The call of a
Jurassic-era cricket was simple, pure and capable of traveling long
distances in the night, said scientists who reconstructed the creature's
love song from a 165 million year old fossil.
British scientists based their work out Monday on an extremely well preserved fossil of a katydid, or bush cricket, from China named Archaboilus musicus. The cricket lived in an era when dinosaurs roamed the earth.
The detailed wings, measuring
about 72 centimeters (three-quarters of an inch) long, allowed
scientists to recreate for the first time the features that would have
produced sound when rubbed together.
The result is "possibly the most
ancient known musical song documented to date," said the study which
appears in the US journal the Proceedings of the National Academy of Sciences.
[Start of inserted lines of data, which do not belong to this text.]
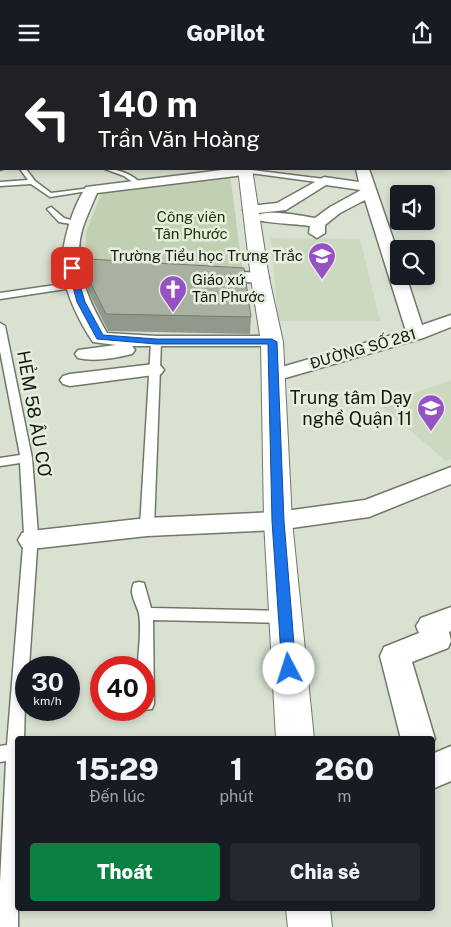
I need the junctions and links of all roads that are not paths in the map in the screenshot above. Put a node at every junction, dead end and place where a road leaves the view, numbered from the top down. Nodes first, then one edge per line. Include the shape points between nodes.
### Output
1 (24, 170) edge
2 (111, 170) edge
3 (245, 170) edge
4 (362, 170) edge
5 (324, 181) junction
6 (33, 182) junction
7 (0, 184) edge
8 (140, 185) junction
9 (284, 189) dead end
10 (368, 189) junction
11 (91, 190) junction
12 (302, 194) junction
13 (51, 209) dead end
14 (251, 214) junction
15 (77, 223) junction
16 (91, 269) edge
17 (191, 274) edge
18 (74, 277) junction
19 (260, 278) junction
20 (0, 297) edge
21 (0, 326) edge
22 (447, 326) edge
23 (416, 334) junction
24 (272, 342) junction
25 (155, 344) junction
26 (84, 355) dead end
27 (154, 370) junction
28 (275, 375) junction
29 (70, 381) dead end
30 (26, 458) junction
31 (0, 461) edge
32 (451, 475) edge
33 (278, 521) junction
34 (147, 527) junction
35 (31, 540) junction
36 (139, 587) dead end
37 (146, 614) junction
38 (285, 617) junction
39 (451, 619) edge
40 (146, 656) edge
41 (295, 736) edge
42 (417, 736) edge
43 (8, 753) edge
44 (451, 762) edge
45 (435, 771) edge
46 (308, 911) edge
47 (8, 927) edge
48 (310, 927) edge

1 - 6 lane
2 - 8 lane
3 - 5 lane
3 - 8 street
3 - 14 street
4 - 10 street
5 - 10 street
5 - 12 street
6 - 7 lane
6 - 11 lane via 50,195
8 - 11 street
9 - 12 street
10 - 14 street via 335,210 318,228 292,219
10 - 23 street
11 - 15 street
12 - 14 street via 281,207
13 - 15 lane via 62,220
14 - 19 street
15 - 18 street via 74,231
16 - 18 street
17 - 19 street
18 - 20 lane
18 - 25 street via 81,302 100,338
19 - 24 street
21 - 30 lane, HẺM 58 ÂU CƠ
22 - 23 street, ĐƯỜNG SỐ 281
23 - 28 street, ĐƯỜNG SỐ 281
24 - 25 street
24 - 28 street
25 - 26 street
25 - 27 lane
27 - 29 street
27 - 34 lane
28 - 33 street
30 - 31 lane
30 - 35 lane, HẺM 58 ÂU CƠ
32 - 33 street via 369,508
33 - 34 street
33 - 38 street
34 - 35 street
35 - 43 lane, HẺM 58 ÂU CƠ
36 - 37 lane
37 - 38 lane
37 - 40 lane
38 - 41 street
39 - 42 street via 431,626 438,639 395,656
43 - 47 lane, HẺM 58 ÂU CƠ
44 - 45 street
46 - 48 street

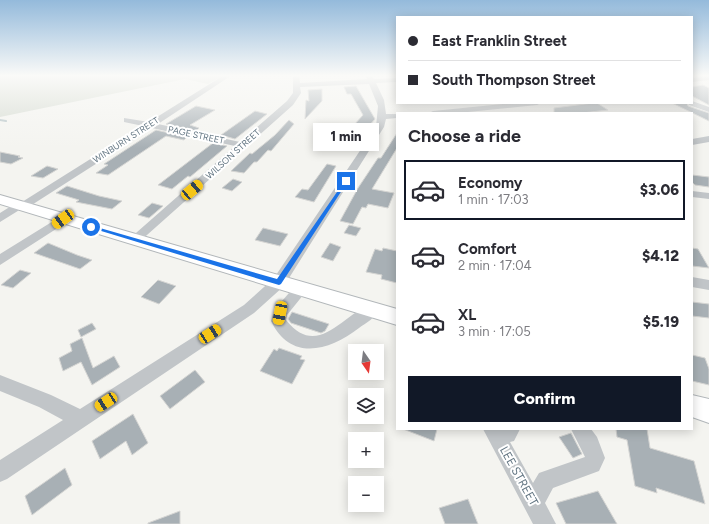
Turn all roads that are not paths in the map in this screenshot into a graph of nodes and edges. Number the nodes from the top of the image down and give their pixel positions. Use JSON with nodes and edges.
{"nodes":[{"id":1,"x":190,"y":99,"type":"edge"},
{"id":2,"x":292,"y":99,"type":"edge"},
{"id":3,"x":380,"y":99,"type":"edge"},
{"id":4,"x":693,"y":103,"type":"edge"},
{"id":5,"x":533,"y":104,"type":"edge"},
{"id":6,"x":522,"y":107,"type":"edge"},
{"id":7,"x":709,"y":110,"type":"edge"},
{"id":8,"x":455,"y":112,"type":"edge"},
{"id":9,"x":396,"y":116,"type":"edge"},
{"id":10,"x":383,"y":117,"type":"junction"},
{"id":11,"x":127,"y":120,"type":"dead end"},
{"id":12,"x":149,"y":125,"type":"junction"},
{"id":13,"x":709,"y":139,"type":"edge"},
{"id":14,"x":693,"y":142,"type":"edge"},
{"id":15,"x":243,"y":145,"type":"junction"},
{"id":16,"x":693,"y":194,"type":"edge"},
{"id":17,"x":709,"y":196,"type":"edge"},
{"id":18,"x":0,"y":199,"type":"edge"},
{"id":19,"x":22,"y":206,"type":"junction"},
{"id":20,"x":0,"y":218,"type":"edge"},
{"id":21,"x":63,"y":219,"type":"junction"},
{"id":22,"x":134,"y":240,"type":"junction"},
{"id":23,"x":0,"y":260,"type":"edge"},
{"id":24,"x":279,"y":282,"type":"junction"},
{"id":25,"x":693,"y":282,"type":"edge"},
{"id":26,"x":709,"y":285,"type":"edge"},
{"id":27,"x":301,"y":289,"type":"junction"},
{"id":28,"x":372,"y":310,"type":"junction"},
{"id":29,"x":396,"y":317,"type":"edge"},
{"id":30,"x":0,"y":383,"type":"edge"},
{"id":31,"x":693,"y":406,"type":"edge"},
{"id":32,"x":709,"y":411,"type":"edge"},
{"id":33,"x":80,"y":419,"type":"junction"},
{"id":34,"x":581,"y":430,"type":"edge"},
{"id":35,"x":500,"y":432,"type":"edge"},
{"id":36,"x":0,"y":472,"type":"edge"},
{"id":37,"x":533,"y":503,"type":"junction"},
{"id":38,"x":545,"y":524,"type":"edge"}],
"edges":[{"from":1,"to":12,"type":"street","name":"WINBURN STREET"},
{"from":2,"to":15,"type":"street","name":"WILSON STREET"},
{"from":3,"to":10,"type":"street"},
{"from":4,"to":7,"type":"street"},
{"from":5,"to":6,"type":"street"},
{"from":6,"to":8,"type":"street"},
{"from":9,"to":10,"type":"street"},
{"from":10,"to":24,"type":"street"},
{"from":11,"to":12,"type":"street","name":"PAGE STREET"},
{"from":12,"to":15,"type":"street","name":"PAGE STREET"},
{"from":12,"to":19,"type":"street","name":"WINBURN STREET"},
{"from":13,"to":14,"type":"street"},
{"from":15,"to":22,"type":"street","name":"WILSON STREET"},
{"from":16,"to":17,"type":"street"},
{"from":18,"to":19,"type":"main road"},
{"from":19,"to":20,"type":"street","name":"WINBURN STREET"},
{"from":19,"to":21,"type":"main road"},
{"from":21,"to":22,"type":"main road"},
{"from":21,"to":23,"type":"street"},
{"from":22,"to":24,"type":"main road"},
{"from":24,"to":27,"type":"main road"},
{"from":24,"to":33,"type":"street"},
{"from":25,"to":26,"type":"street"},
{"from":27,"to":28,"type":"main road"},
{"from":27,"to":28,"type":"street"},
{"from":28,"to":29,"type":"main road"},
{"from":30,"to":33,"type":"street"},
{"from":31,"to":32,"type":"main road"},
{"from":33,"to":36,"type":"street"},
{"from":34,"to":37,"type":"street"},
{"from":35,"to":37,"type":"street","name":"LEE STREET"},
{"from":37,"to":38,"type":"street","name":"LEE STREET"}]}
The ancient katydid's call should be imagined against a busy backdrop
of waterfalls, wind, the sound of water coursing through streams and
other amphibians and insects serenading would-be mates, the study
authors said.
"This Jurassic bush cricket...
helps us learn a little more about the ambiance of a world long gone,"
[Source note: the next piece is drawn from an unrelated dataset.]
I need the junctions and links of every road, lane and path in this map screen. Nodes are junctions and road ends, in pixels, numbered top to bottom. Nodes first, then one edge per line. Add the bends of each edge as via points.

said co-author Fernando Montealegre-Zapata of the University of Bristol.
A simple call may have been the creature's best shot at attracting a mate in the nighttime forest, said co-author Daniel Robert, an expert in the biomechanics of singing and hearing in insects at the University of Bristol.
"Singing loud and clear advertises
the presence, location and quality of the singer, a message that
females choose to respond to -- or not," he said.
"Using a single tone, the male's call carries further and better, and therefore is likely to serenade more females."
However, the long-extinct katydid
may have been alerting predators to his location, too. Some 100 million
years later, insects began developing the ability to make sounds at
frequencies their enemies, like bats, could not hear.